The Strad Issue: May 2019  
Description: Graffin revives the sleeping beauties of Belgian virtuoso Eugène Ysaÿe  
Musicians: Philippe Graffin (violin), Claire Désert (piano)
Works: YSAŸE Sonate posthume in C major for solo violin op.27 no.7; Petite Fantasie romantique; RAVEL Violin Sonatas no.2 in G major; Berceuse sur le nom de Gabriel Fauré; DEBUSSY Clair de lune (arr. Matthews); ENESCU Violin Sonata no.3 in A minor op.25 ‘Dans le caractère populaire roumain’; Hora Unirii
Catalogue Number: AVIE AV2399

When Fiddler’s Blues presents a clutch of significant world premiere recordings, most notably the pair of Ysaÿe works, it would be all too easy to bill these as the album’s unique selling point.

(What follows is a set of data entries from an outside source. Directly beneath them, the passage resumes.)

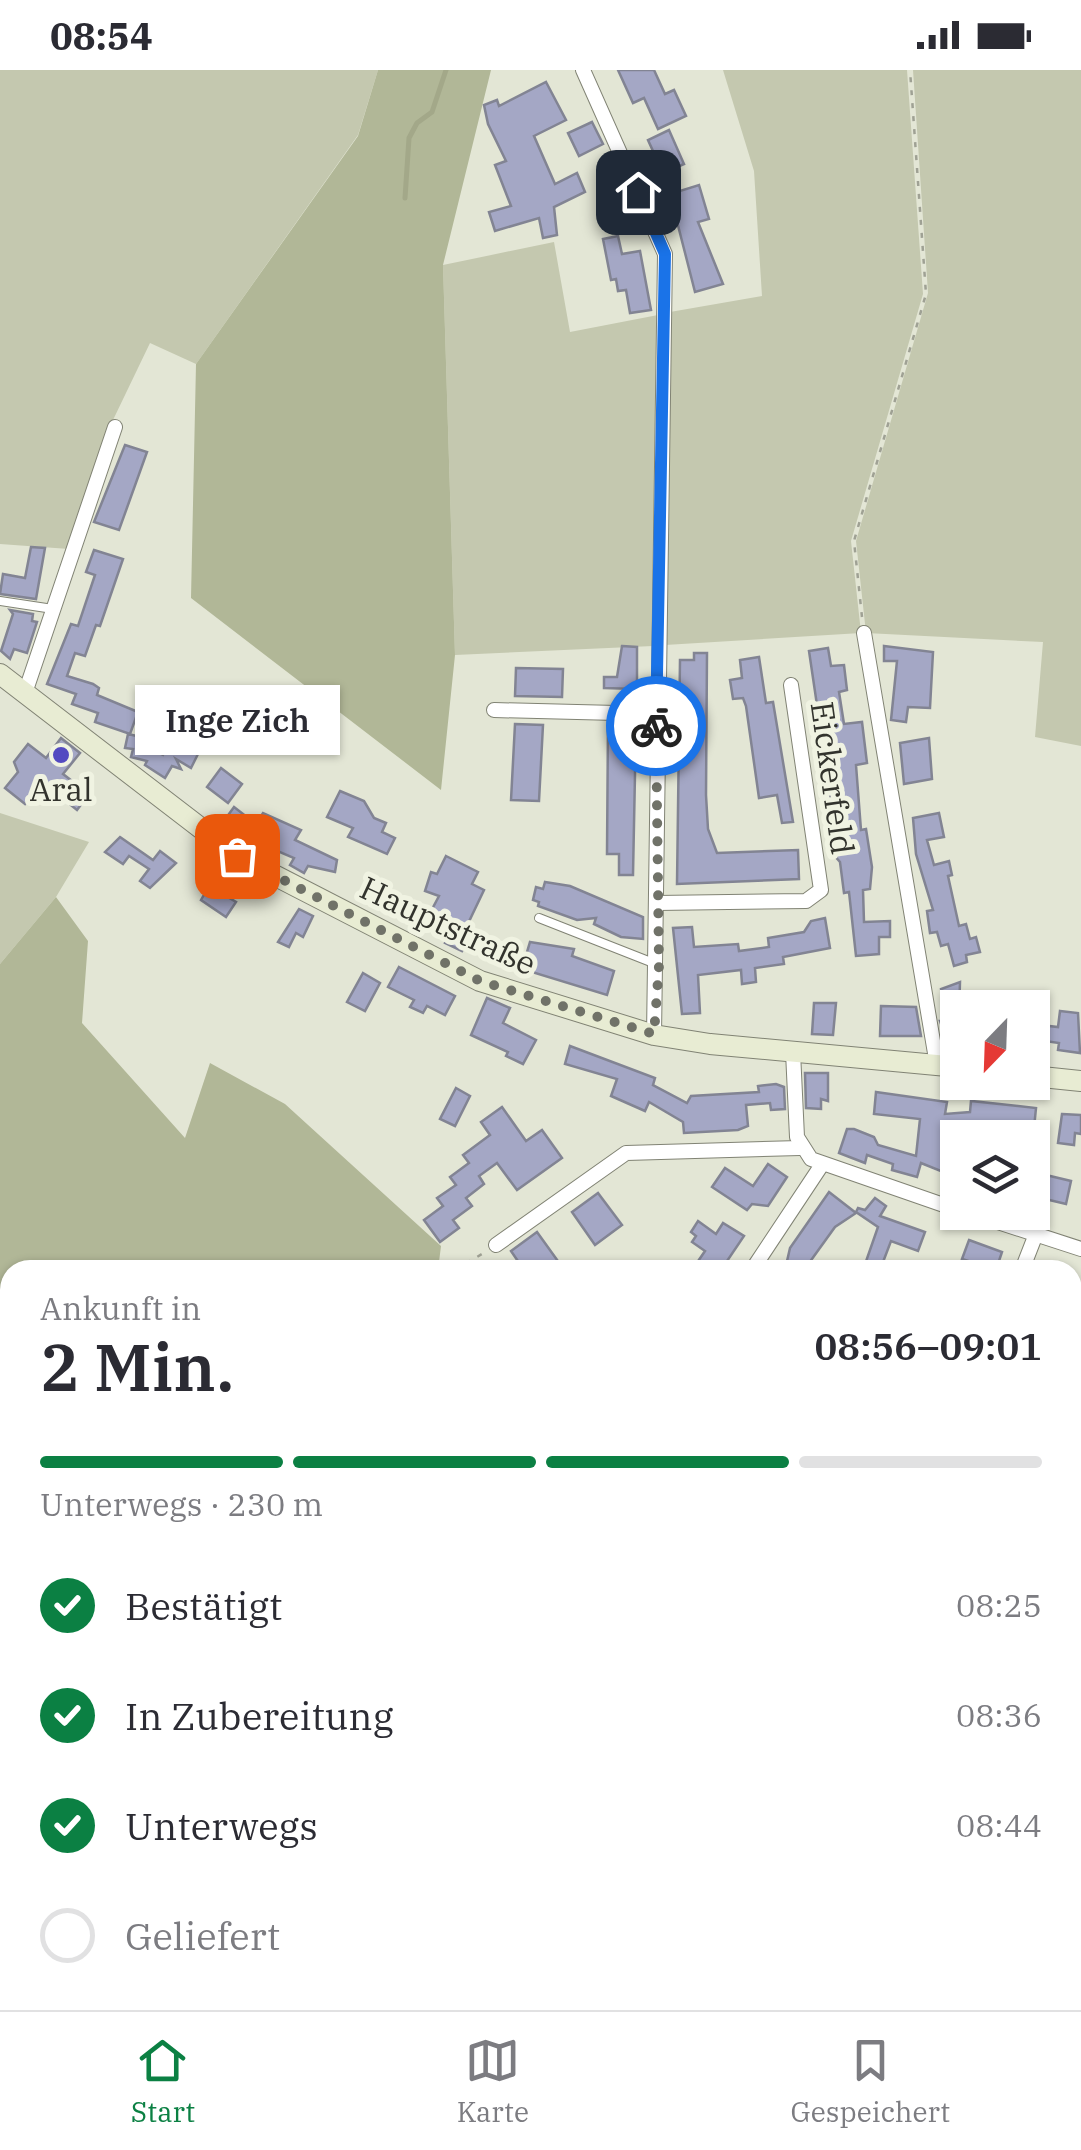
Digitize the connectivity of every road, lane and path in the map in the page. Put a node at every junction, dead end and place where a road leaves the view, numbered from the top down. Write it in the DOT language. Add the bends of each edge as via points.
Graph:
graph roads {
  1 [pos="583,70"];
  2 [pos="910,70"];
  3 [pos="115,427"];
  4 [pos="0,600"];
  5 [pos="53,609"];
  6 [pos="864,633"];
  7 [pos="0,674"];
  8 [pos="791,685"];
  9 [pos="25,693"];
  10 [pos="494,710"];
  11 [pos="656,714"];
  12 [pos="657,904"];
  13 [pos="539,918"];
  14 [pos="659,966"];
  15 [pos="654,1034"];
  16 [pos="940,1036"];
  17 [pos="793,1052"];
  18 [pos="940,1065"];
  19 [pos="1050,1078"];
  20 [pos="1081,1081"];
  21 [pos="800,1148"];
  22 [pos="820,1166"];
  23 [pos="940,1204"];
  24 [pos="1023,1230"];
  25 [pos="1036,1234"];
  26 [pos="496,1245"];
  27 [pos="1081,1249"];
  28 [pos="472,1260"];
  29 [pos="759,1260"];
  30 [pos="1026,1260"];
  1 -- 11 [label="street" via="665,254"];
  2 -- 6 [label="path" via="926,294 854,541"];
  3 -- 5 [label="street"];
  4 -- 5 [label="lane"];
  5 -- 9 [label="street"];
  6 -- 16 [label="street, Hauptstraße" via="897,849"];
  7 -- 9 [label="main road, Hauptstraße"];
  8 -- 12 [label="street, Eickerfeld" via="821,890 806,901"];
  9 -- 15 [label="main road, Hauptstraße" via="237,856 480,981"];
  10 -- 11 [label="street"];
  11 -- 12 [label="street"];
  12 -- 14 [label="street"];
  13 -- 14 [label="lane"];
  14 -- 15 [label="street"];
  15 -- 17 [label="main road, Hauptstraße"];
  17 -- 18 [label="main road, Hauptstraße"];
  17 -- 21 [label="street"];
  19 -- 20 [label="main road"];
  21 -- 22 [label="street"];
  21 -- 26 [label="street" via="626,1153"];
  22 -- 23 [label="street"];
  22 -- 29 [label="street"];
  24 -- 25 [label="street"];
  25 -- 27 [label="street"];
  25 -- 30 [label="street"];
  26 -- 28 [label="path"];
}
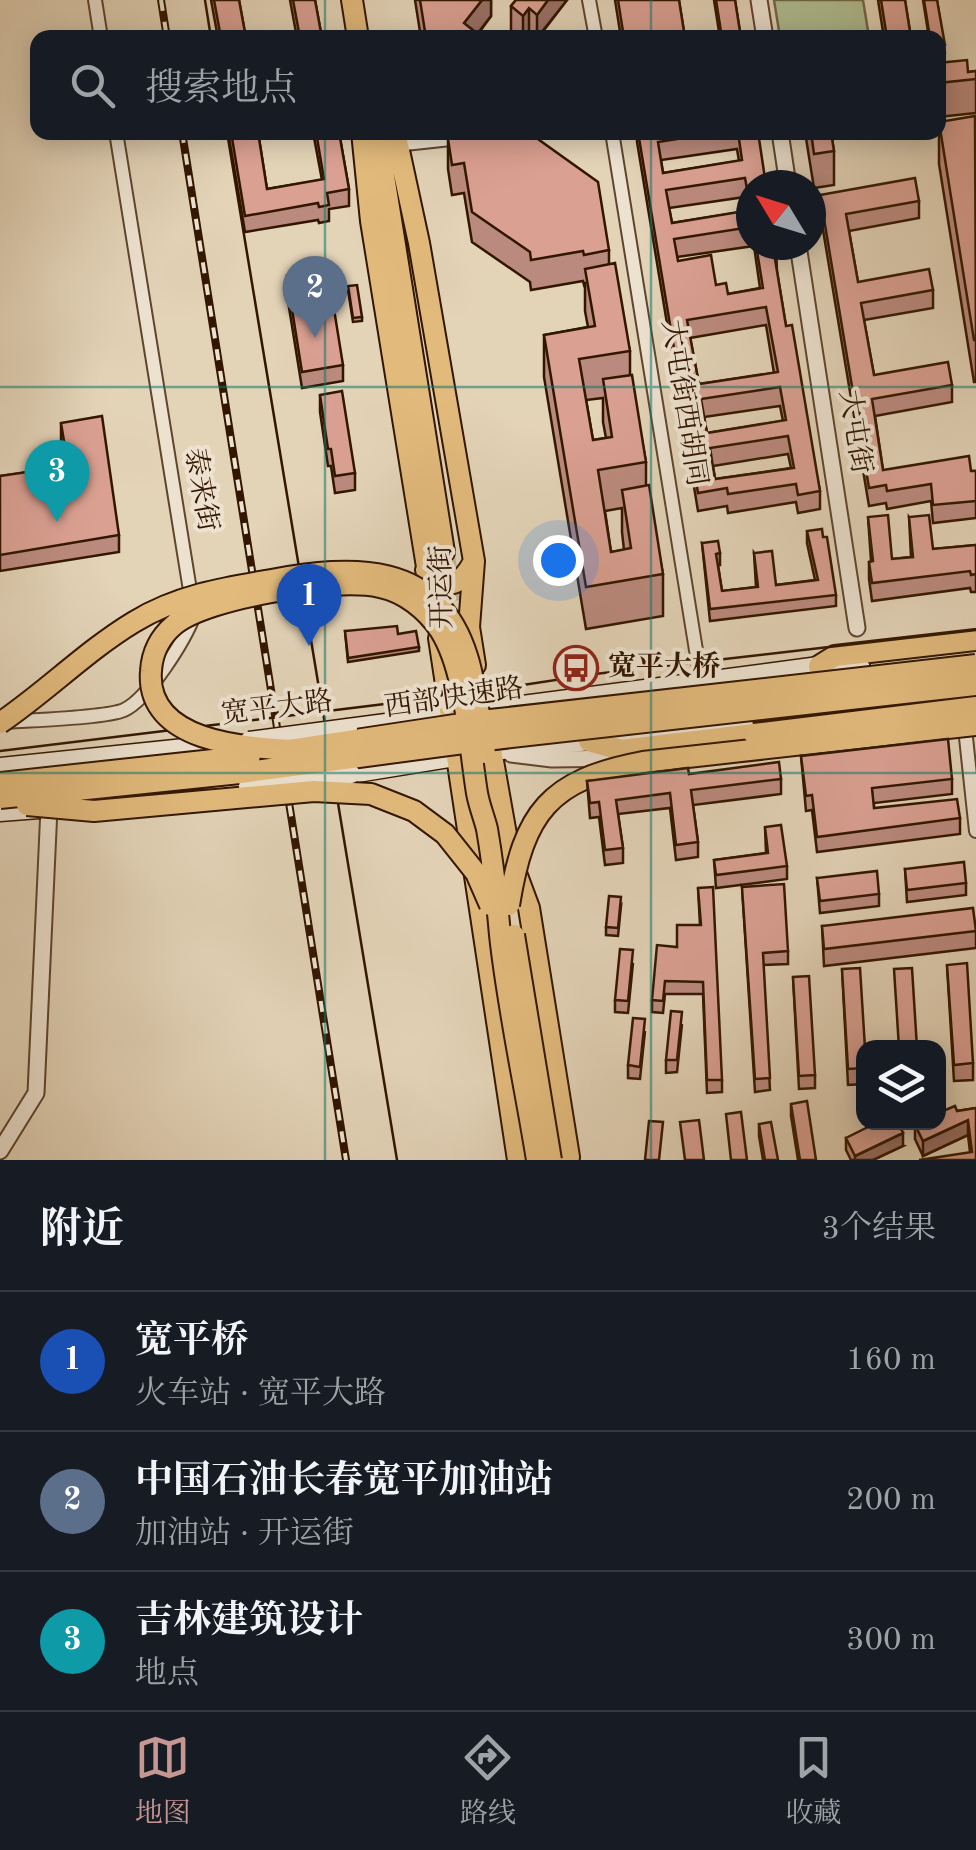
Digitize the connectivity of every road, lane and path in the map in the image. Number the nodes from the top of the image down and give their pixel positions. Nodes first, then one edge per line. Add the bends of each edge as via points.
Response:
1 (95, 0) edge
2 (352, 0) edge
3 (590, 0) edge
4 (759, 0) edge
5 (100, 30) edge
6 (357, 30) edge
7 (595, 30) edge
8 (764, 30) edge
9 (117, 140) edge
10 (363, 140) edge
11 (378, 140) edge
12 (398, 140) edge
13 (613, 140) edge
14 (781, 140) edge
15 (786, 170) edge
16 (800, 260) edge
17 (444, 552) tunnel mouth
18 (474, 561) junction
19 (426, 570) junction
20 (857, 628) dead end
21 (976, 640) edge
22 (976, 655) edge
23 (976, 664) edge
24 (819, 666) junction
25 (702, 681) junction
26 (976, 684) edge
27 (971, 703) edge
28 (483, 708) junction
29 (452, 712) junction
30 (0, 723) edge
31 (976, 725) edge
32 (589, 741) junction
33 (294, 750) junction
34 (492, 751) junction
35 (458, 756) junction
36 (0, 767) edge
37 (0, 783) edge
38 (0, 800) edge
39 (49, 808) junction
40 (0, 812) edge
41 (976, 831) edge
42 (504, 920) junction
43 (539, 1138) junction
44 (0, 1151) edge
45 (563, 1159) edge
46 (519, 1160) edge
47 (537, 1160) edge

1 - 5 street
2 - 6 main road
3 - 7 street
4 - 8 street
9 - 30 street, 泰来街 via 194,615 147,690 124,710
10 - 19 main road, 开运街
11 - 17 main road, 开运街
12 - 18 main road, 开运街
13 - 25 street, 大屯街西胡同
14 - 15 street
16 - 20 street, 大屯街
18 - 19 main road via 464,578 448,585
18 - 28 main road, 开运街 via 469,627
19 - 29 main road, 开运街
21 - 24 main road via 834,656
22 - 24 main road, 宽平大路 via 840,671
23 - 33 main road, 西部快速路, bridge via 481,721
24 - 25 main road, 宽平大路
25 - 28 main road, 宽平大路
26 - 38 main road, 西部快速路, bridge
27 - 32 main road
27 - 32 main road, bridge via 621,750
27 - 34 street via 908,725 607,760
27 - 41 street
28 - 29 main road, 宽平大路
28 - 34 main road, 开运街
29 - 35 main road, 开运街
29 - 36 main road, 宽平大路, bridge
30 - 42 main road, bridge via 110,638 184,598 318,572 372,571 398,578 442,612 467,656
31 - 42 main road, bridge via 602,771 542,809 524,838
32 - 34 main road
33 - 37 main road, 西部快速路, bridge
33 - 42 main road, bridge via 212,741 168,716 150,676 163,636 210,606 331,584 381,587 427,613 446,640 458,678
34 - 35 main road
34 - 45 main road, 开运街 via 510,857 528,908
35 - 39 main road, bridge
35 - 46 main road, 开运街
38 - 42 main road, bridge via 94,811 314,792 380,796 425,818 466,856
39 - 40 main road
39 - 44 street via 36,1093
42 - 43 main road
42 - 45 main road, bridge
42 - 47 main road, bridge
43 - 45 main road
43 - 46 main road, 开运街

Yet when Graffin’s whole programme sings together with such harmony, to take that line would be almost tantamount to serving a red herring in review form.

Clearly, though, I have to mention the world premieres, not least because all three are rather wonderful. The album’s curtain-raiser is Ysaÿe’s rediscovered seventh Sonata for Solo Violin (see The Strad, February 2019), and this is no half-baked sketch. It couldn’t have a finer first advocate than Graffin; its first joyful bounds are delivered via a bright, shining tone and captured in clear, direct sound.

The early (c.1901) Petite Fantasie romantique is a very different gem, painting wistfulness over clean violin lines and jewel-like piano writing, punctuated by a bigger-boned central climax. Ysaÿe’s ghost also hovers over the violinistic language of his friend Debussy’s Clair de lune in its new solo arrangement by David Matthews.

Further highlights include the chameleon-like palette of myriad shifting colours with which Désert supports Graffin in the Ravel Sonata’s Allegretto; Graffin’s seductive folky inflections in the Enescu Sonata; and the pleasure of hearing Enescu’s lesser-spotted Hora Unirii dancing in such unfettered, flowing form.